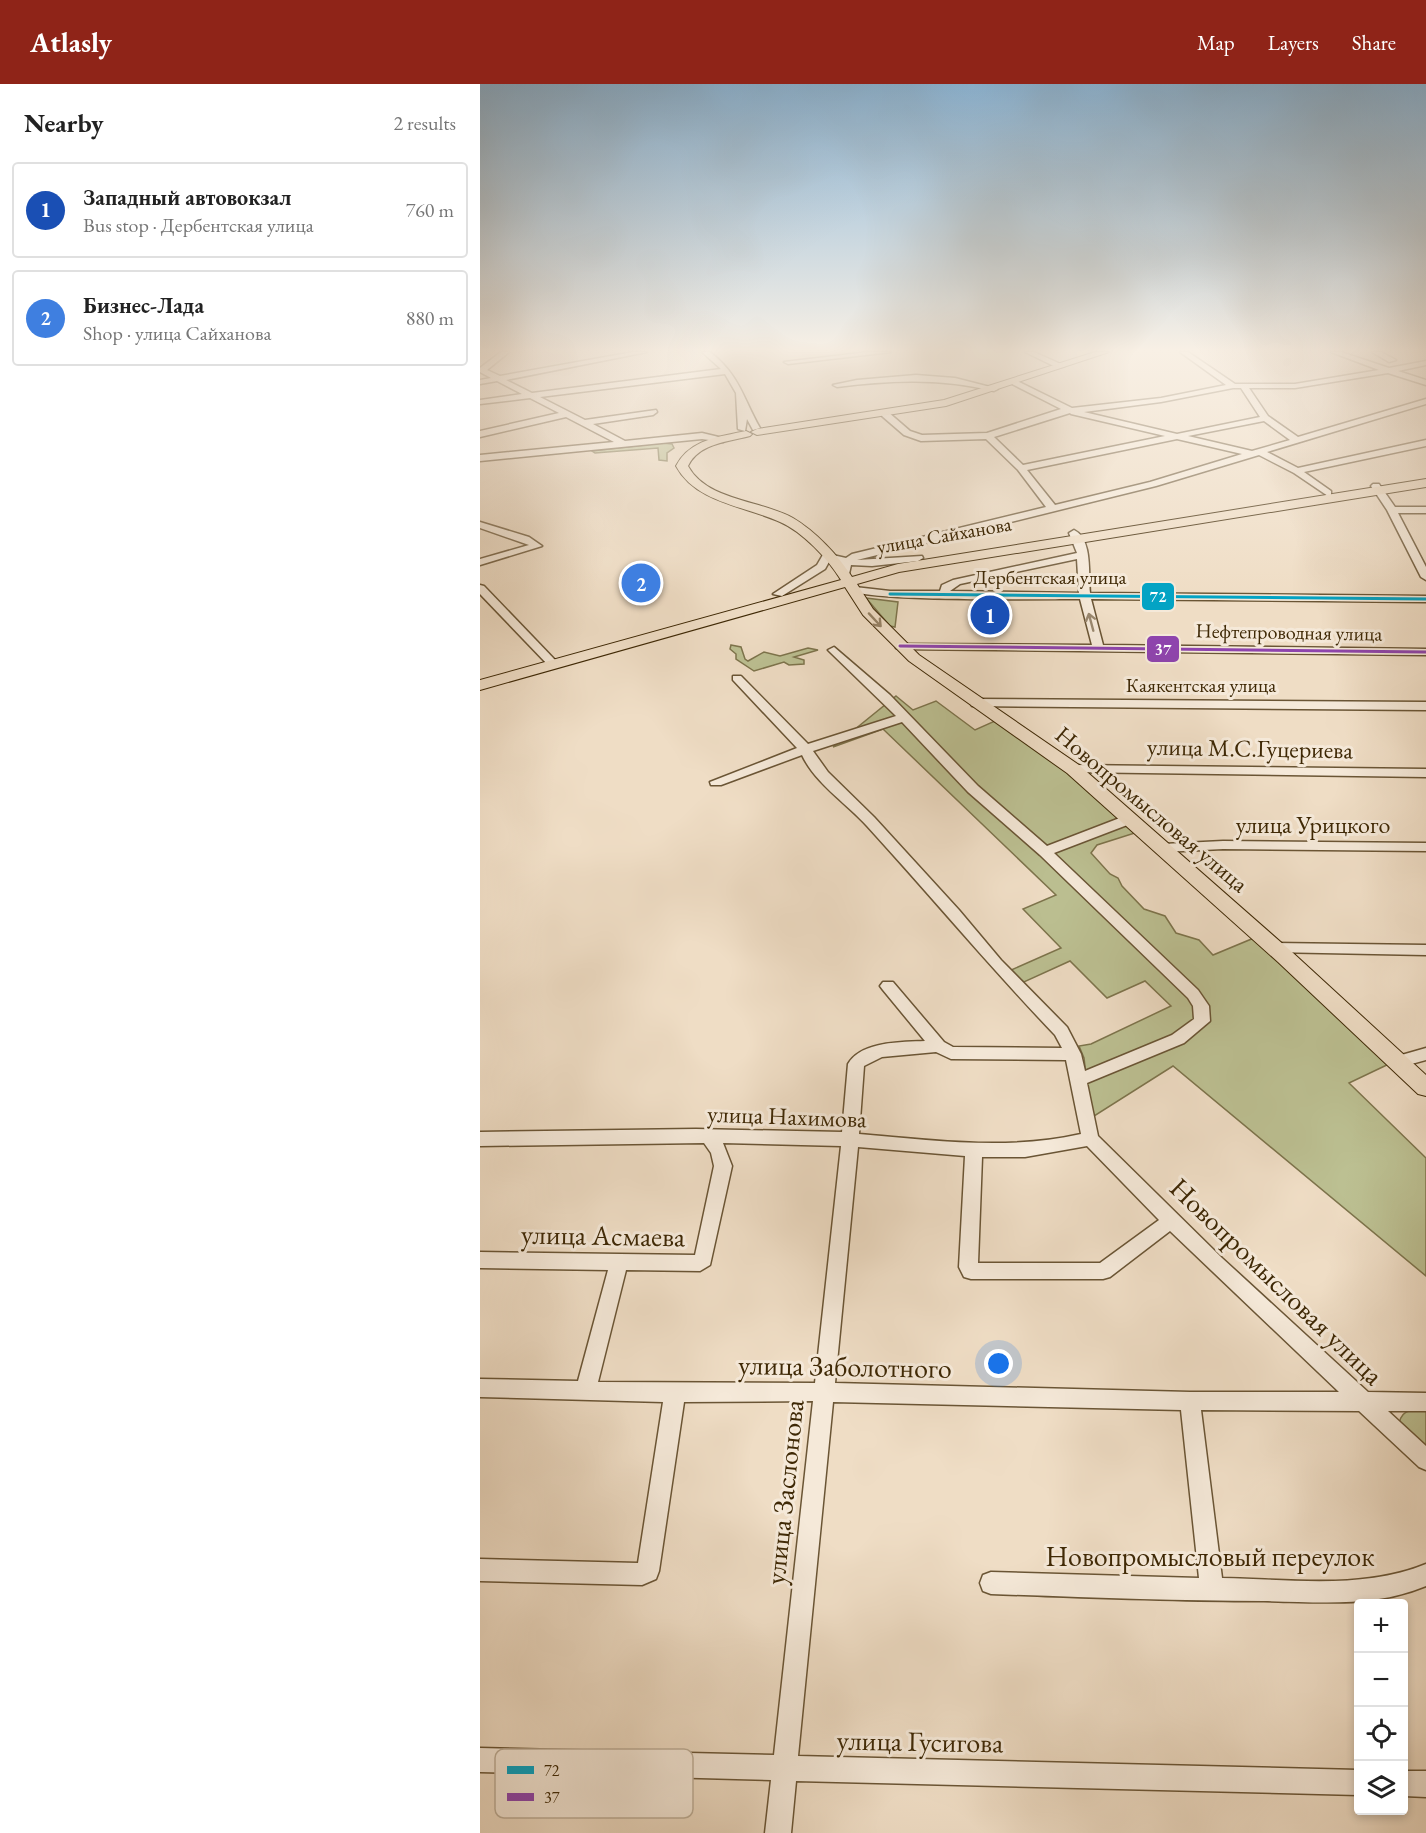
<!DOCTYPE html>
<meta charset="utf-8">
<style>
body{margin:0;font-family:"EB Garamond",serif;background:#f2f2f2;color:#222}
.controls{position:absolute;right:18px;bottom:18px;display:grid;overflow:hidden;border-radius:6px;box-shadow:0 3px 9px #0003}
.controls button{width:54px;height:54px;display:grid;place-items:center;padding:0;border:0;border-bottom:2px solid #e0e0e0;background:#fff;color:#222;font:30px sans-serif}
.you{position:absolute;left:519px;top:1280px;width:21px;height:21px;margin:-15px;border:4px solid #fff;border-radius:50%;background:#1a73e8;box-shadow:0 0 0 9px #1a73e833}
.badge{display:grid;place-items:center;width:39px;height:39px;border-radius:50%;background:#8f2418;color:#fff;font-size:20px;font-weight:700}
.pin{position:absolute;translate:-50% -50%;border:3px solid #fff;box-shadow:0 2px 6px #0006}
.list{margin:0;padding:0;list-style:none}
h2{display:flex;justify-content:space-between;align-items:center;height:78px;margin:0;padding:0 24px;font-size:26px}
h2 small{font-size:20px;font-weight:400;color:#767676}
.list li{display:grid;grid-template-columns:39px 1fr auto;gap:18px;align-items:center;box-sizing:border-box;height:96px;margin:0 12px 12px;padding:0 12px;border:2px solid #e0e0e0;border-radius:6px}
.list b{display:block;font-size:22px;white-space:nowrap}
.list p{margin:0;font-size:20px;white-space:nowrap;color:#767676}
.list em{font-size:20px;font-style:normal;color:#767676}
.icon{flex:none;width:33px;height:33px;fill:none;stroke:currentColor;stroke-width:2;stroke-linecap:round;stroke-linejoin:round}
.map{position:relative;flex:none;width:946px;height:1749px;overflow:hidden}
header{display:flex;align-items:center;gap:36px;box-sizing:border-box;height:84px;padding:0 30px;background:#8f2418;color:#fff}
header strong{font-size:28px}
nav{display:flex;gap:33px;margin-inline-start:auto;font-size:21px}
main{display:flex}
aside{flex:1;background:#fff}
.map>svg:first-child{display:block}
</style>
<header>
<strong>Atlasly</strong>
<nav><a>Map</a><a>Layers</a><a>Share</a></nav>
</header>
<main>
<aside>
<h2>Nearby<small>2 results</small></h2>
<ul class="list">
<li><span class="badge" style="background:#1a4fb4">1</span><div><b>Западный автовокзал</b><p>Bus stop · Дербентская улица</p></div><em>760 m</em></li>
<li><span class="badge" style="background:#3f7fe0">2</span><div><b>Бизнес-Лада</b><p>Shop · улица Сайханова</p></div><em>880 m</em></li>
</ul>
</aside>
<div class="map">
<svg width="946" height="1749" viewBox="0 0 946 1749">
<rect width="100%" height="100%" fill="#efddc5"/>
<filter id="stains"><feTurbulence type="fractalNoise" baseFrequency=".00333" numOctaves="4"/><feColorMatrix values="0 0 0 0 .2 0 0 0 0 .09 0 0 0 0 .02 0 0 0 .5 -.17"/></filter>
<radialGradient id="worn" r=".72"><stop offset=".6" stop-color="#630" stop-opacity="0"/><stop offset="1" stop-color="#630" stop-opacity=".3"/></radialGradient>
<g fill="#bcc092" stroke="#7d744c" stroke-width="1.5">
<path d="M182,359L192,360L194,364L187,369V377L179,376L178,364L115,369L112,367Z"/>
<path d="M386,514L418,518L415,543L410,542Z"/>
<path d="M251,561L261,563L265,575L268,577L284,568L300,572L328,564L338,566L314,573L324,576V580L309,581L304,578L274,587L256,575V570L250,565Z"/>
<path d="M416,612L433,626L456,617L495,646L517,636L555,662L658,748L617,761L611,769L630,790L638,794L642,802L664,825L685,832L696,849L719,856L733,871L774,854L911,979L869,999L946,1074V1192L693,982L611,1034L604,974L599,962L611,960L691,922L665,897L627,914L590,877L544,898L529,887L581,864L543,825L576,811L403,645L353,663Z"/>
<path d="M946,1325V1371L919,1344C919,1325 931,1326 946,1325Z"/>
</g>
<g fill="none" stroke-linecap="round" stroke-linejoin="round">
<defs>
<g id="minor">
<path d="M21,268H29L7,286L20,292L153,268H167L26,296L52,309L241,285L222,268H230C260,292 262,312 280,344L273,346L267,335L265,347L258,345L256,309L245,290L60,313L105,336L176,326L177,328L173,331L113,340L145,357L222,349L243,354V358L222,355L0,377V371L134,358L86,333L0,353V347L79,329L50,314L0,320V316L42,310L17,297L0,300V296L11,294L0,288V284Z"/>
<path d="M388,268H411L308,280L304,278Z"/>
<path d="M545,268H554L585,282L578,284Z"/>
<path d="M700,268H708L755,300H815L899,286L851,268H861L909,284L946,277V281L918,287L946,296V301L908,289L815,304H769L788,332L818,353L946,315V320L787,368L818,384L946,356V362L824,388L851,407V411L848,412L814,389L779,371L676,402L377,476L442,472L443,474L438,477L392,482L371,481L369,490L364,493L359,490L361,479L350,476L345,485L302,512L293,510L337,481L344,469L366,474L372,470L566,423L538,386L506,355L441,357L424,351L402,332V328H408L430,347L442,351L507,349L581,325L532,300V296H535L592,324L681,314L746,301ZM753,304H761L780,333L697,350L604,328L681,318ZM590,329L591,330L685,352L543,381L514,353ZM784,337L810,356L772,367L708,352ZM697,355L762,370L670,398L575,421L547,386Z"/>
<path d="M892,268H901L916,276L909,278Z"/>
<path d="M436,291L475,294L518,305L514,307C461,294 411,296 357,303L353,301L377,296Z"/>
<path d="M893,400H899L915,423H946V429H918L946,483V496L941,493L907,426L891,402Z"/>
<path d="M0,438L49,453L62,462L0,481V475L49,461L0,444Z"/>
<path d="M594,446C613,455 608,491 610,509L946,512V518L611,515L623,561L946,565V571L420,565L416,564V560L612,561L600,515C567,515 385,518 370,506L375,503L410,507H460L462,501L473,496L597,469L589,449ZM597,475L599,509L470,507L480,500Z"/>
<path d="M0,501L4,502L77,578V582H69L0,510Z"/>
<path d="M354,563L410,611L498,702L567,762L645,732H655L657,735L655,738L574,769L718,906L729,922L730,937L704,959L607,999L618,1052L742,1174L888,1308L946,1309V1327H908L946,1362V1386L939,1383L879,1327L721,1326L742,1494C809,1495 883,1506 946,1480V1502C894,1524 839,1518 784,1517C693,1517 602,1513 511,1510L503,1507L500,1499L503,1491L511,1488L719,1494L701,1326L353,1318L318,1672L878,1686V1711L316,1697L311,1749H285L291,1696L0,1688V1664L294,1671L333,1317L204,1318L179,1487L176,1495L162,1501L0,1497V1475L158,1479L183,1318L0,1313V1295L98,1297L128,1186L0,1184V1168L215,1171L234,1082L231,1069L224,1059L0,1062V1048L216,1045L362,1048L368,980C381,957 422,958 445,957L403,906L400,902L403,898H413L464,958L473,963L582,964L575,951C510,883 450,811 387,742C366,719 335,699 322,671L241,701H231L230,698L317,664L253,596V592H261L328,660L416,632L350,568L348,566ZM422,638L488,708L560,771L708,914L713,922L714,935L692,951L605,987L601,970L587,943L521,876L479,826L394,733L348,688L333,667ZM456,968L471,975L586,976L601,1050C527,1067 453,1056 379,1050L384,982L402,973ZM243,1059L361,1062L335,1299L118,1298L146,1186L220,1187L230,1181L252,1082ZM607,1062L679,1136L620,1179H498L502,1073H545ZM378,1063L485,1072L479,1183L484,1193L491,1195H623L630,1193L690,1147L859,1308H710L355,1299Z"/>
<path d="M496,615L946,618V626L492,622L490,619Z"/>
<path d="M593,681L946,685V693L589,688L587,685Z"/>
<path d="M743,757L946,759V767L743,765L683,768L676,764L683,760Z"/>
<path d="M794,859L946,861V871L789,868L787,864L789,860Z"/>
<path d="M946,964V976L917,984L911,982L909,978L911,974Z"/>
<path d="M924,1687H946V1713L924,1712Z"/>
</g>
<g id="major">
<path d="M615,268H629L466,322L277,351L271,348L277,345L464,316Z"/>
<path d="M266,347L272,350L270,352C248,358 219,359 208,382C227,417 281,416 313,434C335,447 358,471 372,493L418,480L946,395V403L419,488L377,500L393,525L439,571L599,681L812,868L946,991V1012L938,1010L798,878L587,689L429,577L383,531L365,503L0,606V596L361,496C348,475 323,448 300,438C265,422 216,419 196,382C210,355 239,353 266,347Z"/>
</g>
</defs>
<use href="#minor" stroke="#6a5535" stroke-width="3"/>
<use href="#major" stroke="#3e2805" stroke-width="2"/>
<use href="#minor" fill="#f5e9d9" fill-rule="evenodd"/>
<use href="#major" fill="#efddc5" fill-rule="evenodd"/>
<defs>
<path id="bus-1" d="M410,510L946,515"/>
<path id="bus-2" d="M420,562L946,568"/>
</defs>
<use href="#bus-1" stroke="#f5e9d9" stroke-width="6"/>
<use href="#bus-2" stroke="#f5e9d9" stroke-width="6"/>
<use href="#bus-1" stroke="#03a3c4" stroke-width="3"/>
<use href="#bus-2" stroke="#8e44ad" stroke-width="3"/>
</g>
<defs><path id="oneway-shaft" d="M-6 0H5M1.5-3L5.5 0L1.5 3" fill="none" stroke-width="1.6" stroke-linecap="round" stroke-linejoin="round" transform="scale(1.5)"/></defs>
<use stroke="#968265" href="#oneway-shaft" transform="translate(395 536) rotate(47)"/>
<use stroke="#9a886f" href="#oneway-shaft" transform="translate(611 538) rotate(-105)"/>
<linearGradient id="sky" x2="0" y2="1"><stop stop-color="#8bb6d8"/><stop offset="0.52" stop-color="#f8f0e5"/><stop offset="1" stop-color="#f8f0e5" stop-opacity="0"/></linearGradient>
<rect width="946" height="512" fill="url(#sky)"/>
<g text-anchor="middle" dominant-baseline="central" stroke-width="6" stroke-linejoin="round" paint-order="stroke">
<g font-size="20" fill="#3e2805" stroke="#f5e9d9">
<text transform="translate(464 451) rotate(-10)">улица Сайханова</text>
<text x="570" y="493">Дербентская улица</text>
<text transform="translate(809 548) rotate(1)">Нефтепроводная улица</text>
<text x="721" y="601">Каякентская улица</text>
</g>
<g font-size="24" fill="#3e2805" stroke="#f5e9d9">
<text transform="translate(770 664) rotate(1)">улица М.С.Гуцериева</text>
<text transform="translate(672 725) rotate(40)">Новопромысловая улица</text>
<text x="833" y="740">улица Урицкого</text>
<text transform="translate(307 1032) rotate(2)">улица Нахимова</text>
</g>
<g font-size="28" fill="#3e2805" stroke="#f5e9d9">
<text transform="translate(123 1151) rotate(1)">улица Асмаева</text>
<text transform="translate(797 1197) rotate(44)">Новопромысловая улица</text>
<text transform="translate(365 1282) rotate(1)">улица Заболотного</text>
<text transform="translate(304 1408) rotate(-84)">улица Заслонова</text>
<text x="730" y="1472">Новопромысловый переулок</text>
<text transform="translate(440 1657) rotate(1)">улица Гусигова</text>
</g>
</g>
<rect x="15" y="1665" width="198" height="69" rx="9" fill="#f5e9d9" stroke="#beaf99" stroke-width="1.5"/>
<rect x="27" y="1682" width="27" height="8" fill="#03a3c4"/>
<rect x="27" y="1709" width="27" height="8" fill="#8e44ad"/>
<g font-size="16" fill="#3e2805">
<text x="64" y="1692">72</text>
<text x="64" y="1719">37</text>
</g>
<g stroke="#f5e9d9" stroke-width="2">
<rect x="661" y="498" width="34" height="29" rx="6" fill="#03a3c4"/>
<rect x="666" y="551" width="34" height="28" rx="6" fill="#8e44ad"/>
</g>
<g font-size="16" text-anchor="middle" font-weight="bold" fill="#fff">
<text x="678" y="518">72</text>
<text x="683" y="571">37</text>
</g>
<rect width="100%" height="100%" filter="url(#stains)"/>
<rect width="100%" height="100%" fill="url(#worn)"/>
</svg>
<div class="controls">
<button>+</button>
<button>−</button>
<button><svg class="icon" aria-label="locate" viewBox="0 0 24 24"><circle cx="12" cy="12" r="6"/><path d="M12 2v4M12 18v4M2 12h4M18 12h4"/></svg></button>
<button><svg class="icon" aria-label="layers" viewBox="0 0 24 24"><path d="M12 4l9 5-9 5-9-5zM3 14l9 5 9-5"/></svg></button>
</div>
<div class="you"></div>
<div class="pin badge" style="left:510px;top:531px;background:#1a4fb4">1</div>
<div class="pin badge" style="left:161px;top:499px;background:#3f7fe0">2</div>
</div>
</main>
#####
What to work on
Write only the number of lines in the records that include the word "worn".

Result below
2